- _What this task involves_
Copy every line of the data exactly, keeping out any picture.

========

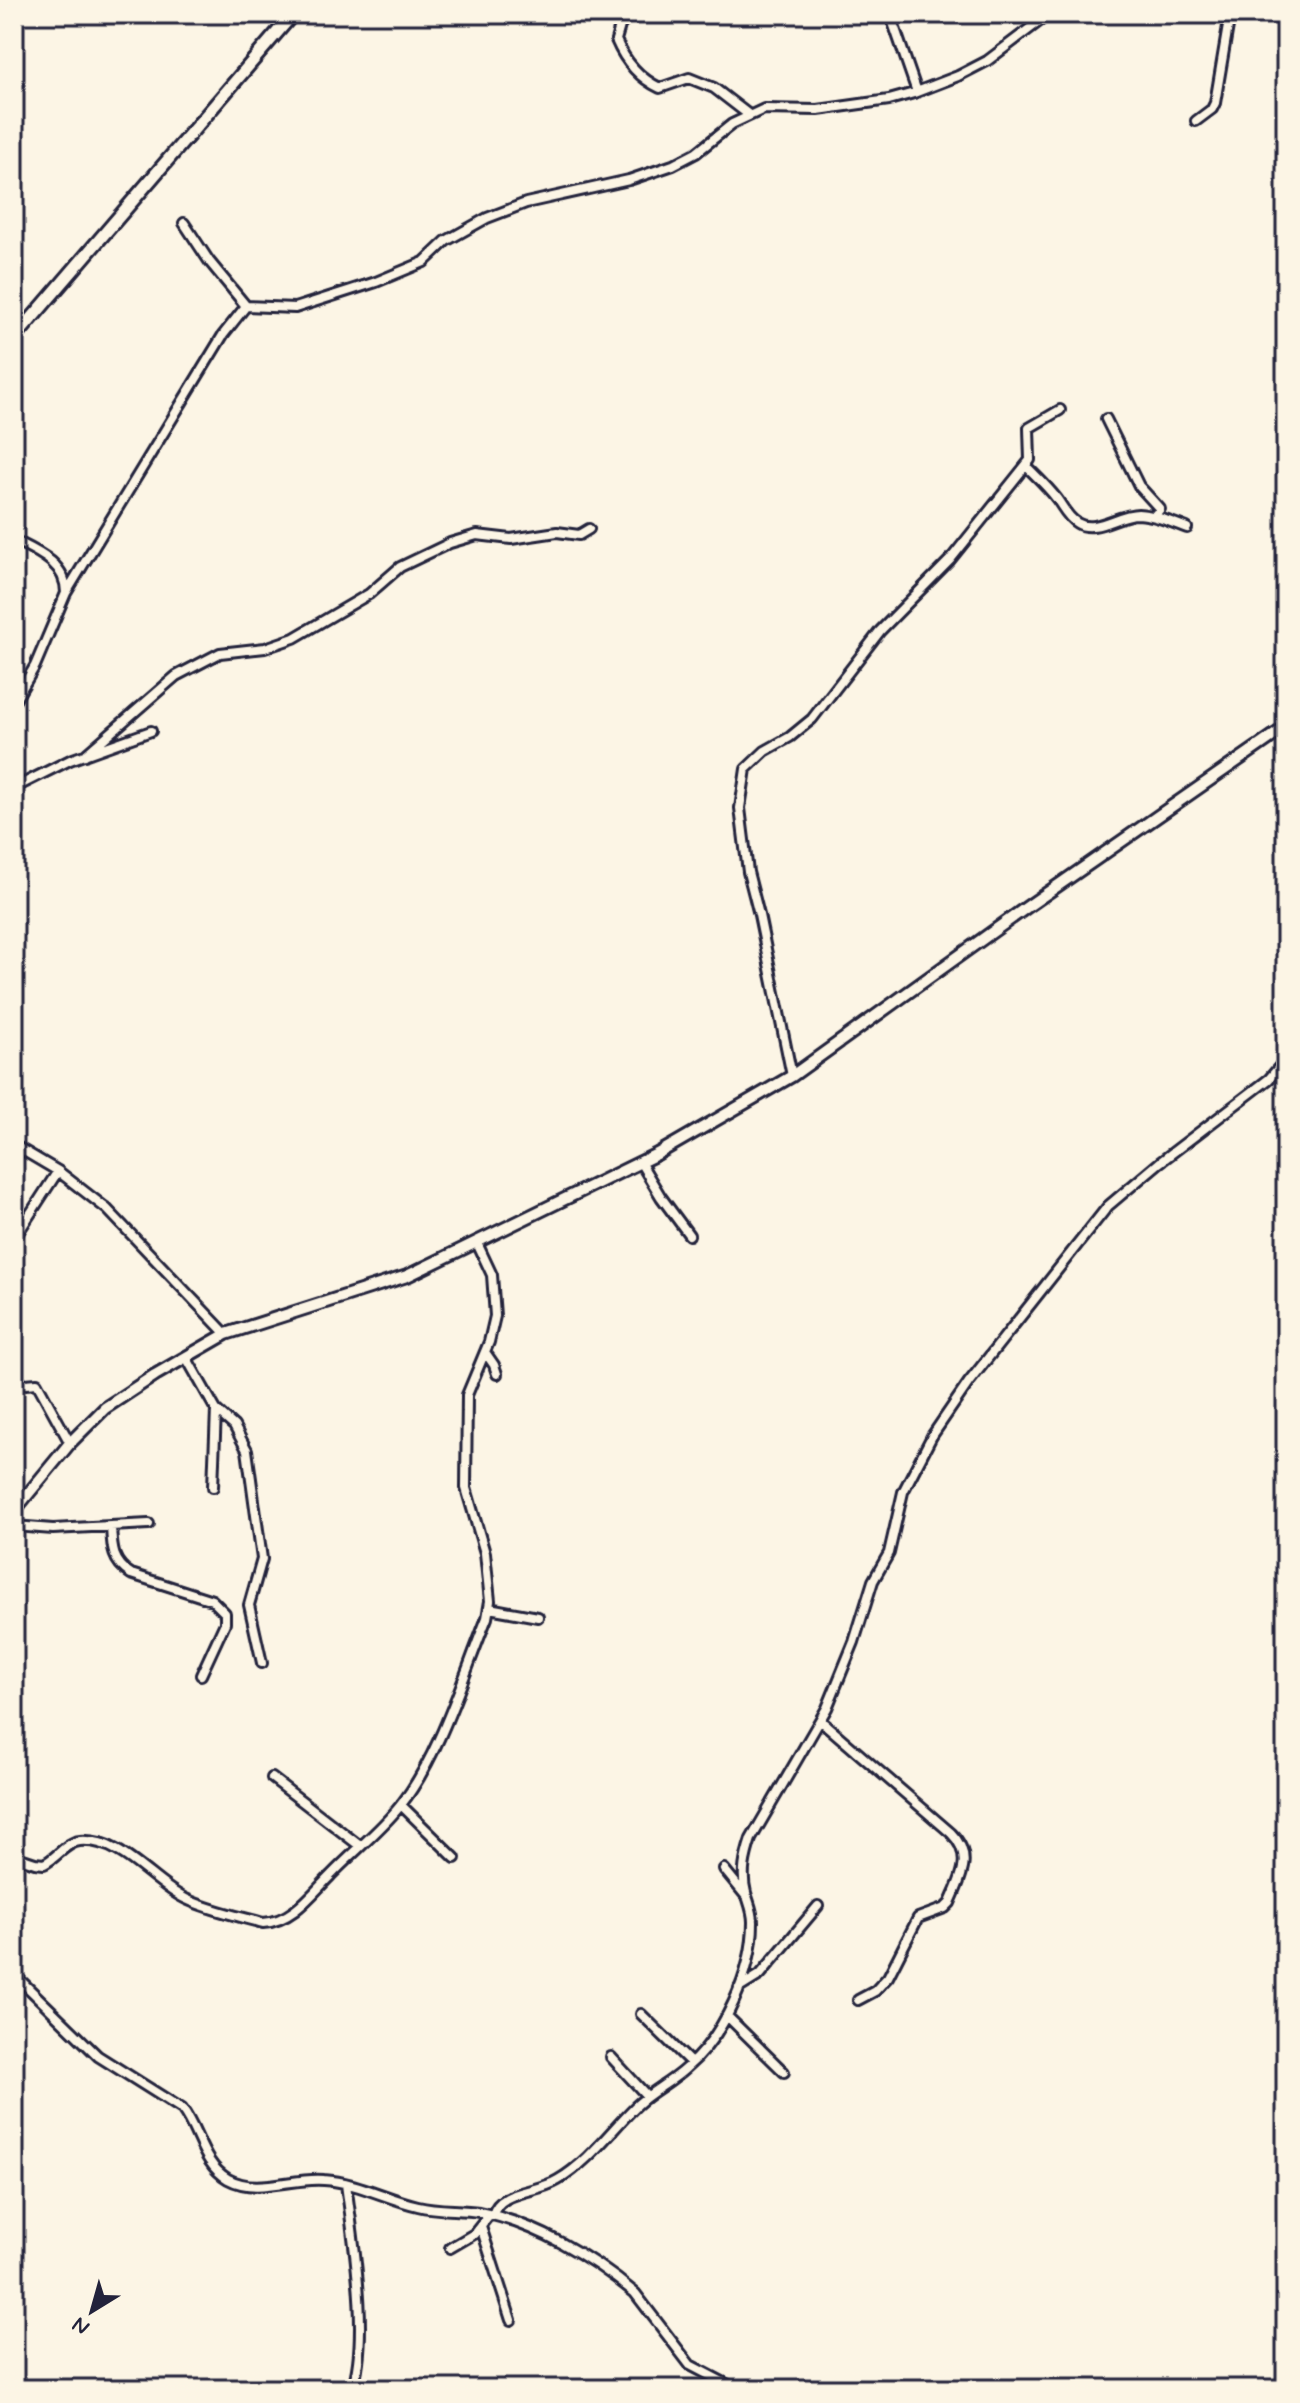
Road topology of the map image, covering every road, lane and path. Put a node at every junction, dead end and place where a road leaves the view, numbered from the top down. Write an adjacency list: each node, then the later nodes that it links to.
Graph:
1 (293, 14): 11 (main road)
2 (630, 14): 7 (street)
3 (890, 14): 6 (street)
4 (1049, 14): 6 (street)
5 (1230, 14): 8 (street)
6 (917, 92): 7 (street)
7 (749, 115): 10 (street)
8 (1196, 121)
9 (184, 223): 10 (street)
10 (246, 306): 19 (street)
11 (14, 339)
12 (1060, 410): 14 (street)
13 (1106, 419): 15 (street)
14 (1026, 466): 15 (street); 26 (street)
15 (1154, 516): 16 (street)
16 (1187, 528)
17 (589, 529): 23 (street)
18 (14, 540): 19 (street)
19 (68, 586): 20 (street)
20 (14, 702)
21 (1286, 727): 26 (street)
22 (151, 731): 23 (street)
23 (85, 755): 24 (street)
24 (14, 788)
25 (1286, 1059): 49 (street)
26 (792, 1076): 28 (street)
27 (14, 1145): 29 (street)
28 (640, 1162): 30 (street); 32 (street)
29 (58, 1171): 31 (street); 33 (street)
30 (689, 1235)
31 (14, 1239)
32 (477, 1243): 33 (street); 34 (street)
33 (226, 1334): 35 (street)
34 (485, 1352): 36 (street); 45 (street)
35 (186, 1357): 38 (street); 39 (street)
36 (497, 1374)
37 (14, 1385): 39 (street)
38 (216, 1410): 40 (street); 47 (street)
39 (70, 1443): 41 (street)
40 (213, 1487)
41 (14, 1511)
42 (149, 1524): 44 (street)
43 (14, 1526): 44 (street)
44 (111, 1526): 48 (street)
45 (489, 1608): 46 (street); 51 (street)
46 (538, 1617)
47 (262, 1663)
48 (201, 1675)
49 (820, 1720): 56 (street); 60 (street)
50 (272, 1778): 52 (street)
51 (401, 1805): 52 (street); 54 (street)
52 (360, 1846): 53 (street)
53 (14, 1856)
54 (455, 1858)
55 (724, 1869): 56 (street)
56 (749, 1901): 59 (street)
57 (818, 1906): 59 (street)
58 (14, 1974): 67 (street)
59 (739, 1988): 62 (street)
60 (858, 2000)
61 (641, 2014): 64 (street)
62 (727, 2016): 64 (street); 65 (street)
63 (611, 2057): 66 (street)
64 (691, 2063): 66 (street)
65 (784, 2072)
66 (647, 2096): 68 (street)
67 (346, 2184): 68 (street); 72 (street)
68 (491, 2215): 69 (street); 73 (street)
69 (481, 2227): 70 (street); 71 (street)
70 (450, 2248)
71 (511, 2320)
72 (352, 2389)
73 (736, 2389)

========

- _Exercise result_
Road topology of the map image, covering every road, lane and path. Put a node at every junction, dead end and place where a road leaves the view, numbered from the top down. Write an adjacency list: each node, then the later nodes that it links to.
Graph:
1 (293, 14): 11 (main road)
2 (630, 14): 7 (street)
3 (890, 14): 6 (street)
4 (1049, 14): 6 (street)
5 (1230, 14): 8 (street)
6 (917, 92): 7 (street)
7 (749, 115): 10 (street)
8 (1196, 121)
9 (184, 223): 10 (street)
10 (246, 306): 19 (street)
11 (14, 339)
12 (1060, 410): 14 (street)
13 (1106, 419): 15 (street)
14 (1026, 466): 15 (street); 26 (street)
15 (1154, 516): 16 (street)
16 (1187, 528)
17 (589, 529): 23 (street)
18 (14, 540): 19 (street)
19 (68, 586): 20 (street)
20 (14, 702)
21 (1286, 727): 26 (street)
22 (151, 731): 23 (street)
23 (85, 755): 24 (street)
24 (14, 788)
25 (1286, 1059): 49 (street)
26 (792, 1076): 28 (street)
27 (14, 1145): 29 (street)
28 (640, 1162): 30 (street); 32 (street)
29 (58, 1171): 31 (street); 33 (street)
30 (689, 1235)
31 (14, 1239)
32 (477, 1243): 33 (street); 34 (street)
33 (226, 1334): 35 (street)
34 (485, 1352): 36 (street); 45 (street)
35 (186, 1357): 38 (street); 39 (street)
36 (497, 1374)
37 (14, 1385): 39 (street)
38 (216, 1410): 40 (street); 47 (street)
39 (70, 1443): 41 (street)
40 (213, 1487)
41 (14, 1511)
42 (149, 1524): 44 (street)
43 (14, 1526): 44 (street)
44 (111, 1526): 48 (street)
45 (489, 1608): 46 (street); 51 (street)
46 (538, 1617)
47 (262, 1663)
48 (201, 1675)
49 (820, 1720): 56 (street); 60 (street)
50 (272, 1778): 52 (street)
51 (401, 1805): 52 (street); 54 (street)
52 (360, 1846): 53 (street)
53 (14, 1856)
54 (455, 1858)
55 (724, 1869): 56 (street)
56 (749, 1901): 59 (street)
57 (818, 1906): 59 (street)
58 (14, 1974): 67 (street)
59 (739, 1988): 62 (street)
60 (858, 2000)
61 (641, 2014): 64 (street)
62 (727, 2016): 64 (street); 65 (street)
63 (611, 2057): 66 (street)
64 (691, 2063): 66 (street)
65 (784, 2072)
66 (647, 2096): 68 (street)
67 (346, 2184): 68 (street); 72 (street)
68 (491, 2215): 69 (street); 73 (street)
69 (481, 2227): 70 (street); 71 (street)
70 (450, 2248)
71 (511, 2320)
72 (352, 2389)
73 (736, 2389)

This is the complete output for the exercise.